» EXERCISE BRIEF:
Which lines below hold the word "controls"? Copy all of them.
START RECORD EXCERPTS
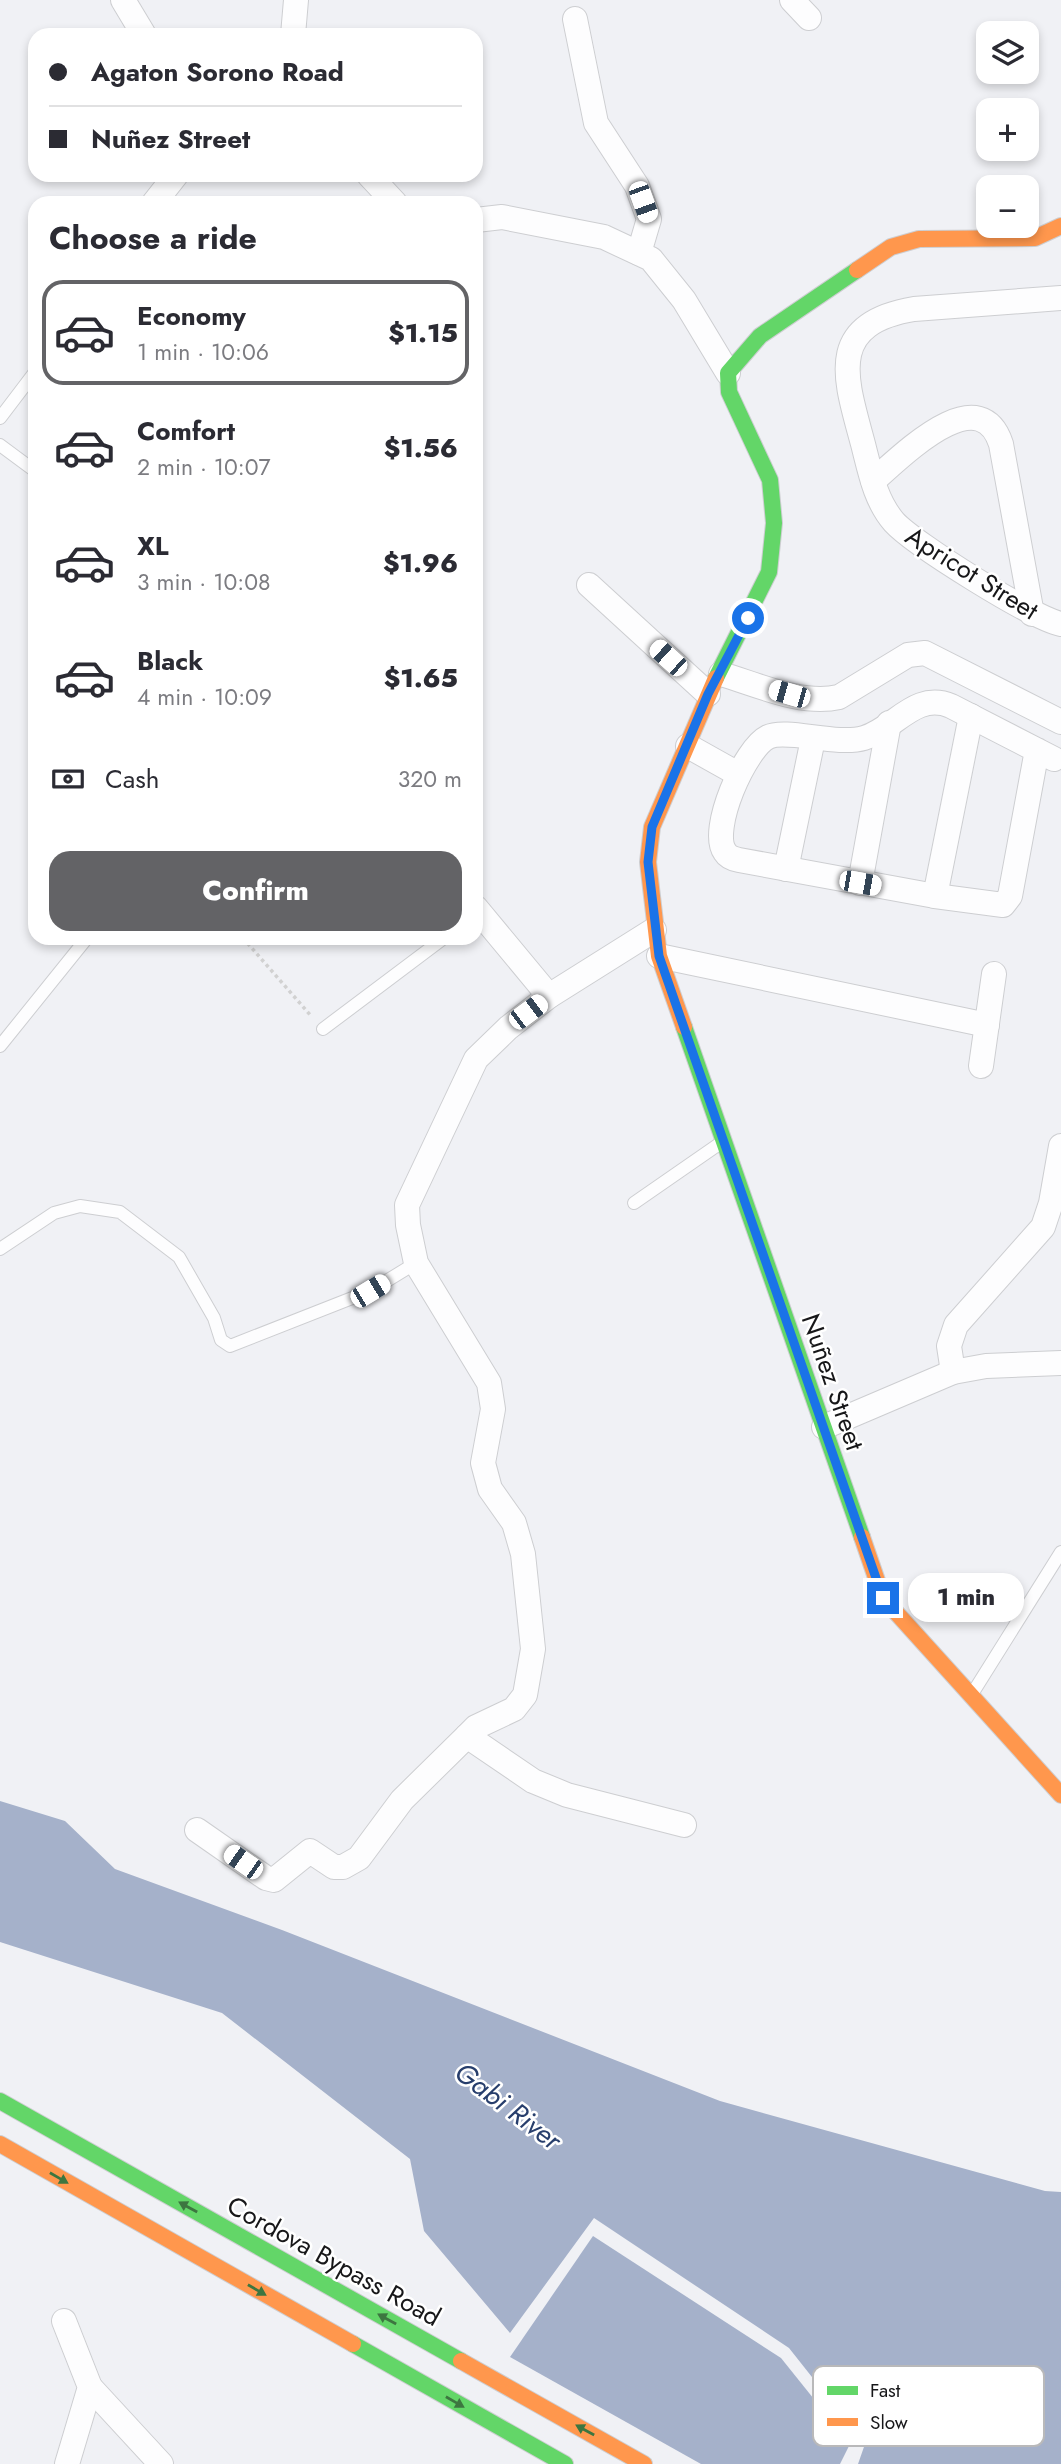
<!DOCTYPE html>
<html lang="en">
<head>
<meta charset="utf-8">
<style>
  :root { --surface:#fff; --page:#f2f2f3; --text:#2b2b33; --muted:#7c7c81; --line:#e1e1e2; --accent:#636366 }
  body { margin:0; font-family:Jost,sans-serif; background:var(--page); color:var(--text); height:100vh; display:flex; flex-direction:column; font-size:26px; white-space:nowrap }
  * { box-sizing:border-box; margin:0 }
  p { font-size:23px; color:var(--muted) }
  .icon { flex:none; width:38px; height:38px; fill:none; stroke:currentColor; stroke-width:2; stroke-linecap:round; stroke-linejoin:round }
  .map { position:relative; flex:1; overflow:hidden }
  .sheet { position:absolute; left:28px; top:196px; width:455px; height:749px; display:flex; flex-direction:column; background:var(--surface); border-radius:21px; box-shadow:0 4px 10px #0003 }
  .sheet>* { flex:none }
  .banner { position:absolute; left:28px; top:28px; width:455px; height:154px; border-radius:21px; box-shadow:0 4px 10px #0003; display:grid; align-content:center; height:154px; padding:0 21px; background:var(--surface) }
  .controls { position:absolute; left:976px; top:21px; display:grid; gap:14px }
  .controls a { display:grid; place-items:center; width:63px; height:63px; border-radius:14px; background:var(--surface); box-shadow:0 4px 10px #0003; font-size:35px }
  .end { position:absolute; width:32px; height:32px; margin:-16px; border:9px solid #1a73e8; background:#fff; box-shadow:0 0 0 4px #fff }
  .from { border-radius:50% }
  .bubble { position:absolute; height:49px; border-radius:21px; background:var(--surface); box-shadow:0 4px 10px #0003; font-size:23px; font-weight:800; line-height:49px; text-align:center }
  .car { position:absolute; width:21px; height:42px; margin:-21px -10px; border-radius:9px; box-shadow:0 0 5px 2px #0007; background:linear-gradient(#fff 24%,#345 0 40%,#fff 0 76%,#345 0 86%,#fff 0) }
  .banner b { display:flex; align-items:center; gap:24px; height:66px; font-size:26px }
  .banner b+b { border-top:2px solid var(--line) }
  .banner i { width:18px; height:18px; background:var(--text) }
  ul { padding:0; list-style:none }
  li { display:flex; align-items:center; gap:21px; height:105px; margin:0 14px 10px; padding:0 7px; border:4px solid transparent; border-radius:21px }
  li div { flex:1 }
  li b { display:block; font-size:26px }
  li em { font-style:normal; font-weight:800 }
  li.active { border-color:var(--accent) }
  li>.icon { width:63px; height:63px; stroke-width:1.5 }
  h2 { padding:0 21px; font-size:32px; line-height:84px }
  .pay { display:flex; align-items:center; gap:18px; height:77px; padding:0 21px; font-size:26px }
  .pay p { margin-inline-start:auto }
  .primary-button { display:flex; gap:14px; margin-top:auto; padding:14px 21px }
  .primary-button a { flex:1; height:80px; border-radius:21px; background:var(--accent); color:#fff; font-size:28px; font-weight:800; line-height:80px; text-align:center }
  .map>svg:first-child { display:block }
</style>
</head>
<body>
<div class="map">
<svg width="1061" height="2464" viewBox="0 0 1061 2464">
  <rect width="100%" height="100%" fill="#f0f1f5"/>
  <!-- water -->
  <g fill="#a5b1ca">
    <path d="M0 1801 65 1821 115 1869 282 1930 720 2101 1045 2191 1061 2192V2464H858L865 2444 789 2348 594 2218 510 2333 424 2231 410 2159 222 2013 0 1942Z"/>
    <path d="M593 2236 781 2358 850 2444 840 2464H701L510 2357Z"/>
  </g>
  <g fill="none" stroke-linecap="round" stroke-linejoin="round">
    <defs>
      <g id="lane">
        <path d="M0 418 35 372"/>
        <path d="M0 445 35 471"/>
        <path d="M323 1029 444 938"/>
        <path d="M0 1046 87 938"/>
        <path d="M634 1203 722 1142"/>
        <path d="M0 1249 54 1213 80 1206 120 1212 179 1257 214 1318 221 1340 230 1346 370 1291 416 1263"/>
        <path d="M972 1694 1061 1552"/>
      </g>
      <g id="street">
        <path d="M123 0 144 35"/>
        <path d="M792 0 809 18"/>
        <path d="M575 19 596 123 637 186 649 219 639 253"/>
        <path d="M293 35 296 0"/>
        <path d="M369 175 395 203"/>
        <path d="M154 203 176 175"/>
        <path d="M476 220 502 217 604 237 651 259 684 300 728 373"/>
        <path d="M1061 298 914 309C824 324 846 380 863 444 870 471 875 500 894 522 914 544 1032 618 1061 624"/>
        <path d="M873 481C901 457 979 377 1001 444L1032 614"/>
        <path d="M589 585 708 694"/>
        <path d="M721 674C756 684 802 706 839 697L908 655 925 653 1061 722"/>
        <path d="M688 746 738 774"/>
        <path d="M1037 750 1010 896 1003 905 935 896 739 860C734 859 728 857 725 852 709 830 745 748 768 737 787 728 836 746 864 738 895 729 915 691 951 706L1054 759"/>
        <path d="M786 869 813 739"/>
        <path d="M860 883 889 723"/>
        <path d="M935 896 971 716"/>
        <path d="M476 908 549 996"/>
        <path d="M659 956 987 1025"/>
        <path d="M981 1066 994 974"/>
        <path d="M953 1372 949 1346 956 1325 1043 1227 1051 1203 1061 1146"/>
        <path d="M824 1427 953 1372 986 1366 1061 1363"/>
        <path d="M467 1736 533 1781 567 1795 684 1825"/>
        <path d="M197 1830 266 1878 274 1880 310 1851 334 1867H343L359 1858 402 1800 467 1736 476 1727 514 1709 525 1695 533 1649 523 1554 514 1523 490 1489 483 1463 493 1409 489 1383 416 1263 408 1225 407 1205 476 1059 508 1028 549 996 654 930"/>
        <path d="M64 2321 90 2387 67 2464"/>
        <path d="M90 2387 161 2464"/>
      </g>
      <g id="fast">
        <path d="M716 678 769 572 774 523 770 480 729 392 728 373 760 336 857 270"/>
        <path d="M684 1027 862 1537"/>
        <path d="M0 2101 461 2361"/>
        <path d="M353 2344 565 2464"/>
      </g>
      <g id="slow">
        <path d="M857 270 891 247 919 239 1035 238 1061 226"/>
        <path d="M684 1027 659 956 648 862 652 827 716 678"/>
        <path d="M862 1537 883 1598 1061 1795"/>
        <path d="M0 2144 353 2344"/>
        <path d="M461 2361 644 2464"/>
      </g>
    </defs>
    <!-- lane casing -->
    <use href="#lane" stroke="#cdced1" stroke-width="14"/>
    <!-- street casing -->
    <use href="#street" stroke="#cdced1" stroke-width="26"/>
    <!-- fast casing -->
    <use href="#fast" stroke="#cdced1" stroke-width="18"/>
    <!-- slow casing -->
    <use href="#slow" stroke="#cdced1" stroke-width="18"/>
    <!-- path -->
    <path stroke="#d1d1d1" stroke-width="3.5" stroke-dasharray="3.5 3.5" stroke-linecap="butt" d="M243 938 312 1017"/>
    <!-- lane -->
    <use href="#lane" stroke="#fdfdfe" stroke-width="12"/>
    <!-- street -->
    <use href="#street" stroke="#fdfdfe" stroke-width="24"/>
    <!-- fast -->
    <use href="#fast" stroke="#63d668" stroke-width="16"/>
    <!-- slow -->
    <use href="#slow" stroke="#ff974d" stroke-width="16"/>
  </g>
  <!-- one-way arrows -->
  <defs><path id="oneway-solid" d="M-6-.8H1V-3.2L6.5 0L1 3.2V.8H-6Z" transform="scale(1.75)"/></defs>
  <g fill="#3d7640">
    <use href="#oneway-solid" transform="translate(59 2178) rotate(30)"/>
    <use href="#oneway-solid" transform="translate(188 2207) rotate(-151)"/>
    <use href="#oneway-solid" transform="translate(257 2290) rotate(30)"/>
    <use href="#oneway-solid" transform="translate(387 2319) rotate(-151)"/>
    <use href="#oneway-solid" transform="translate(455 2402) rotate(30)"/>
    <use href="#oneway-solid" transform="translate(585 2430) rotate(-151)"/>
  </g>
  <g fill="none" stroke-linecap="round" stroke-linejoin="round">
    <!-- route -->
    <path stroke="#1a73e8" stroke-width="9" d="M748 618 708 694 652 827 648 862 659 956 883 1598"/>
  </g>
  <g text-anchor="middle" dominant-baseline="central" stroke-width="5" stroke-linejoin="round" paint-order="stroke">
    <!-- street labels -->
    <g font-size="26" fill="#171719" stroke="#fff">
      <text transform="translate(972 573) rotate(32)">Apricot Street</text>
      <text transform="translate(833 1382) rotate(71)">Nuñez Street</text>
      <text transform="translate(334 2261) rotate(29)">Cordova Bypass Road</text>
    </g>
    <!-- water labels -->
    <g font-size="28" font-style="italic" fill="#273e6c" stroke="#fff">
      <text transform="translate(508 2106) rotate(37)">Gabi River</text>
    </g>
  </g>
  <!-- legend -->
  <rect x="813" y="2366" width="231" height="80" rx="10" fill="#fff" stroke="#b9b9ba" stroke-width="2"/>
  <rect x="827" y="2386" width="31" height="9" fill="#63d668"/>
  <rect x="827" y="2418" width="31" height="8" fill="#ff974d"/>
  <g font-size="19" fill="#171719">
    <text x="870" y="2397">Fast</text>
    <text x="870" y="2429">Slow</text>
  </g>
</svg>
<div class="controls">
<a><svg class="icon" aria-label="layers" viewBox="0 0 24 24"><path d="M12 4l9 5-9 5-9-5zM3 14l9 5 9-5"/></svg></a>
<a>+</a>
<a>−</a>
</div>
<i class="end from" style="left:748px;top:618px"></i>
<i class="end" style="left:883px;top:1598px"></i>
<div class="bubble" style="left:908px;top:1573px;width:116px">1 min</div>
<i class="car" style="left:643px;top:202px;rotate:160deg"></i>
<i class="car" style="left:668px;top:658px;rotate:312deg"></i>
<i class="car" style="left:789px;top:694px;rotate:286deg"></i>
<i class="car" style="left:860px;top:883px;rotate:100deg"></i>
<i class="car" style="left:528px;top:1012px;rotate:53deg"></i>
<i class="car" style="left:370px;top:1291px;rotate:59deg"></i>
<i class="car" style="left:243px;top:1862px;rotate:305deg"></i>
<div class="banner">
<b><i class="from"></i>Agaton Sorono Road</b>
<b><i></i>Nuñez Street</b>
</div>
<section class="sheet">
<h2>Choose a ride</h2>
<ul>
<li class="active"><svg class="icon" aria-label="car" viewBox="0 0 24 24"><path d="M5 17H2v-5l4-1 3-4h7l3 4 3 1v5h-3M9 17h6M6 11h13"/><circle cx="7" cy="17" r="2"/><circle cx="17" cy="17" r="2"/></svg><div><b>Economy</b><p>1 min · 10:06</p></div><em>$1.15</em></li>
<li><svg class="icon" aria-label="car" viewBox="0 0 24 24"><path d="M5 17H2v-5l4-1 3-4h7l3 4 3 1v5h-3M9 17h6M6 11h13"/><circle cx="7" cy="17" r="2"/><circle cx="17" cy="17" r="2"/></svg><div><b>Comfort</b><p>2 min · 10:07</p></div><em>$1.56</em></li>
<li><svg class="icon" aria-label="car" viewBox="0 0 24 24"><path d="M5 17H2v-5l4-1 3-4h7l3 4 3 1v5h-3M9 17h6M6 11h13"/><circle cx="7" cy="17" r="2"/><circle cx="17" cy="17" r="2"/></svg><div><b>XL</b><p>3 min · 10:08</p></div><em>$1.96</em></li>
<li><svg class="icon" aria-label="car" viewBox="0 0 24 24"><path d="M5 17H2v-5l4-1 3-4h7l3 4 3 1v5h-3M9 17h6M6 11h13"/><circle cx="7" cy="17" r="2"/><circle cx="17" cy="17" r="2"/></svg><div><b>Black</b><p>4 min · 10:09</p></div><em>$1.65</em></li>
</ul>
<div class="pay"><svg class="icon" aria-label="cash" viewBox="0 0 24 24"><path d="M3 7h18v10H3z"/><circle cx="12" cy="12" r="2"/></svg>Cash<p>320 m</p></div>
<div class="primary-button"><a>Confirm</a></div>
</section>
</div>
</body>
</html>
END RECORD EXCERPTS
» SOLUTION BELOW:
  .controls { position:absolute; left:976px; top:21px; display:grid; gap:14px }
  .controls a { display:grid; place-items:center; width:63px; height:63px; border-radius:14px; background:var(--surface); box-shadow:0 4px 10px #0003; font-size:35px }
<div class="controls">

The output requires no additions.